**RECORD EXCERPTS**
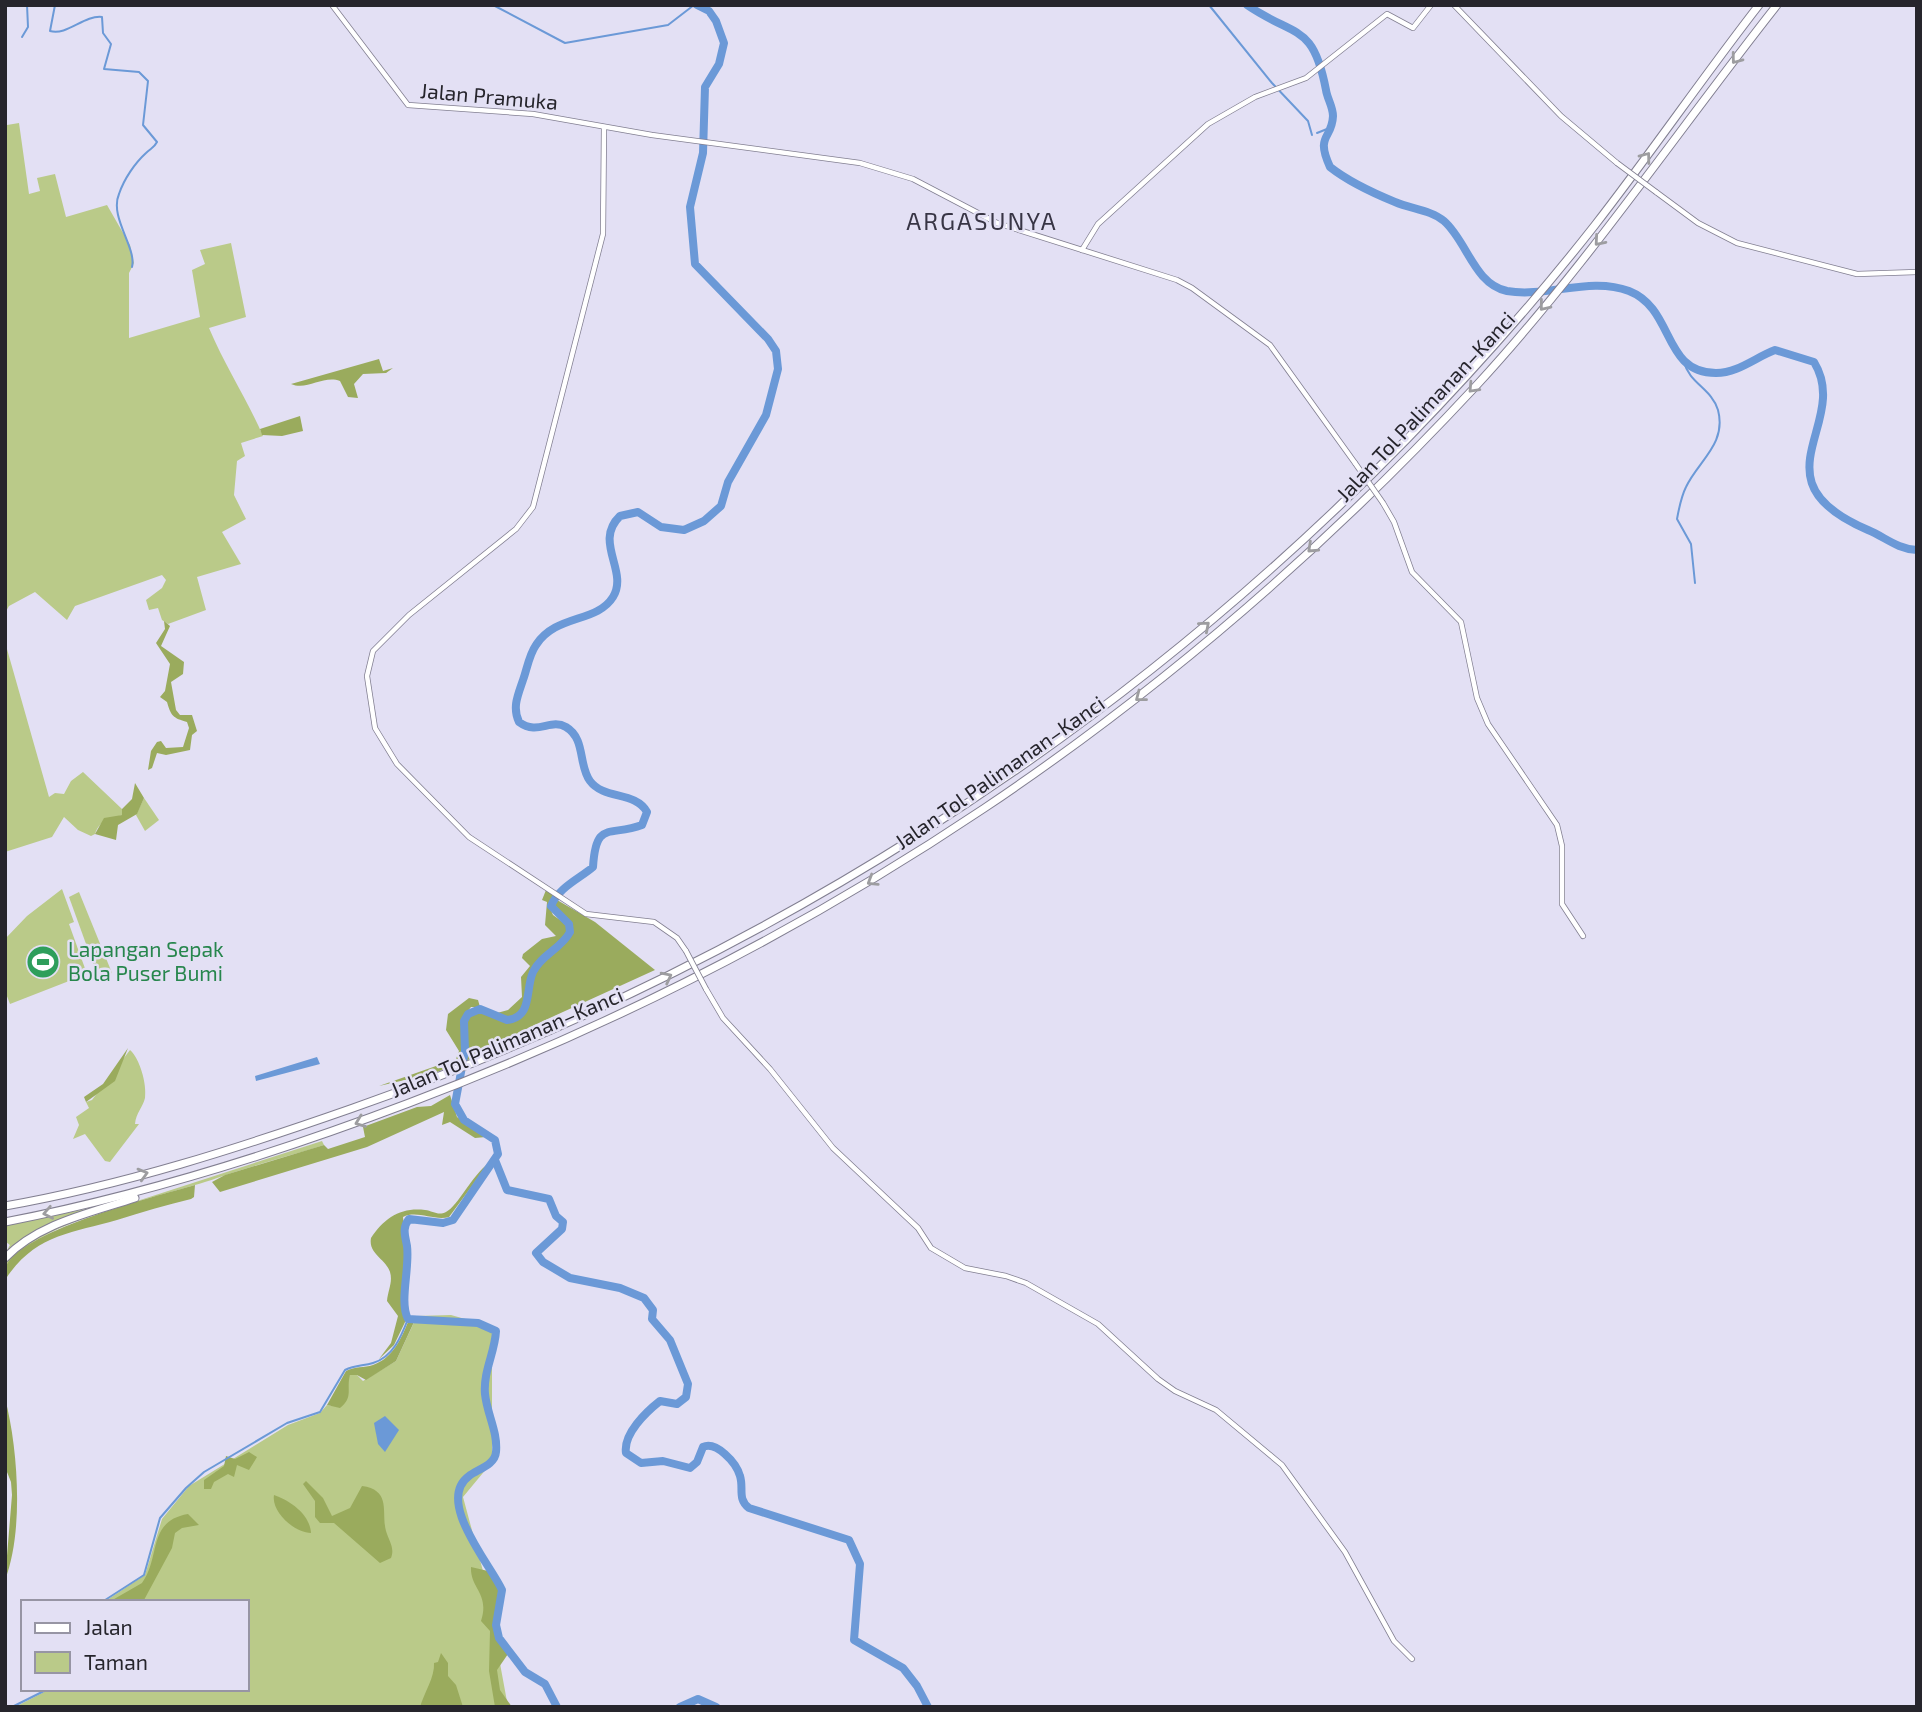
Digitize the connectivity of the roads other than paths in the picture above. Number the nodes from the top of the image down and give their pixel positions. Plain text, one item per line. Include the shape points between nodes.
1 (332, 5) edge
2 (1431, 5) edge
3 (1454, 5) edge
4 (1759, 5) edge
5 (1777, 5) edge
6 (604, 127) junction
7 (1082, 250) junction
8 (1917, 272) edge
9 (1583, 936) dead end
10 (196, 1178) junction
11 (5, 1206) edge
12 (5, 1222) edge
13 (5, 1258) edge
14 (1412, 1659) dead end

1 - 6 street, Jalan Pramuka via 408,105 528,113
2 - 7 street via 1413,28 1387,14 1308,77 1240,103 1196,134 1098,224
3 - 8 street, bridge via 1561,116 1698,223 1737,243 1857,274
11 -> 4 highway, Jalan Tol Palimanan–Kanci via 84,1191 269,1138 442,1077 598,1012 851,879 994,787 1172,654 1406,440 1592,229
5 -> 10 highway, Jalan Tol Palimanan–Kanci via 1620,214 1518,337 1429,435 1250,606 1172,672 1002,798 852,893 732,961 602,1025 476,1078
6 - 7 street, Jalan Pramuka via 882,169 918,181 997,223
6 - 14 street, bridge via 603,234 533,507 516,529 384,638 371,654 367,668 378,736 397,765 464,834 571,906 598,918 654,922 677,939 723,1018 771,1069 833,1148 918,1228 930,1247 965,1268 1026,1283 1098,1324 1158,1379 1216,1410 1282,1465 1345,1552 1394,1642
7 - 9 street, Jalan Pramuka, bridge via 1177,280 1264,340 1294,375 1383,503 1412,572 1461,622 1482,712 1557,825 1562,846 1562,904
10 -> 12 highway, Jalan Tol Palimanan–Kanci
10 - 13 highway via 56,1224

**TASK PROMPT**
In the data above, each line holding "junction" is to be found and copied.

**RESPONSE**
6 (604, 127) junction
7 (1082, 250) junction
10 (196, 1178) junction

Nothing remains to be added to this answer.